[Bounding box coordinate data]
⟨

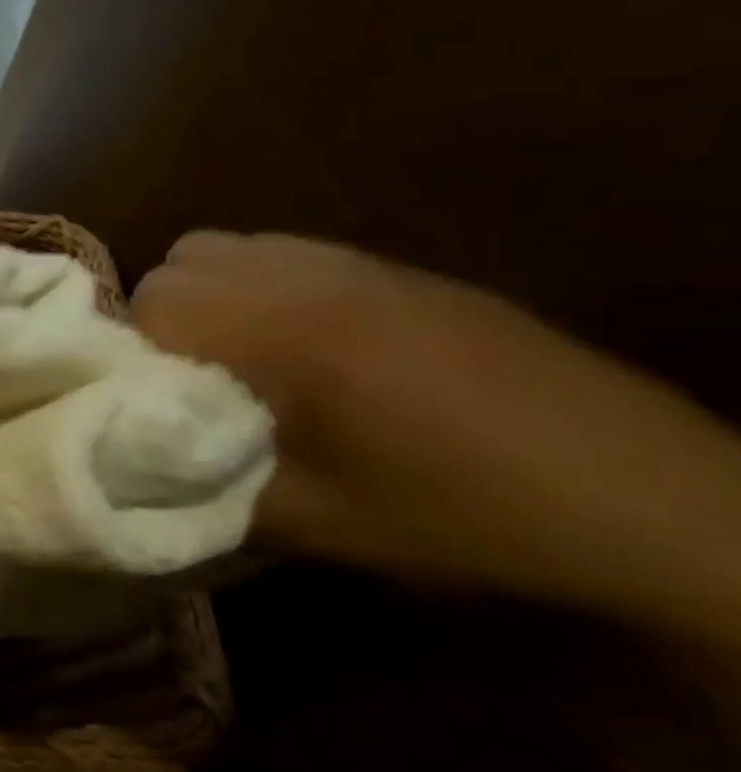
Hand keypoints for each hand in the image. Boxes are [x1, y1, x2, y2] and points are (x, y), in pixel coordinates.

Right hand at [129, 231, 740, 647]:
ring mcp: (357, 263)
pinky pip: (285, 253)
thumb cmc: (456, 515)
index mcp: (283, 330)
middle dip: (160, 321)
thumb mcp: (309, 523)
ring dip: (206, 298)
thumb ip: (202, 484)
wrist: (642, 501)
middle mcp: (308, 275)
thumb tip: (137, 469)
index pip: (150, 306)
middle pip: (178, 265)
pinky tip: (296, 348)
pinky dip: (258, 288)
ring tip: (233, 363)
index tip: (148, 410)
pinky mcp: (396, 270)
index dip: (131, 359)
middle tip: (187, 388)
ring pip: (227, 248)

⟩

PROBLEM STATEMENT: Repeat the line that contains "index tip: (148, 410)", then every line after it until the records end, with nothing added.

YOUR RESPONSE:
index tip: (148, 410)
pinky mcp: (396, 270)
index dip: (131, 359)
middle tip: (187, 388)
ring pip: (227, 248)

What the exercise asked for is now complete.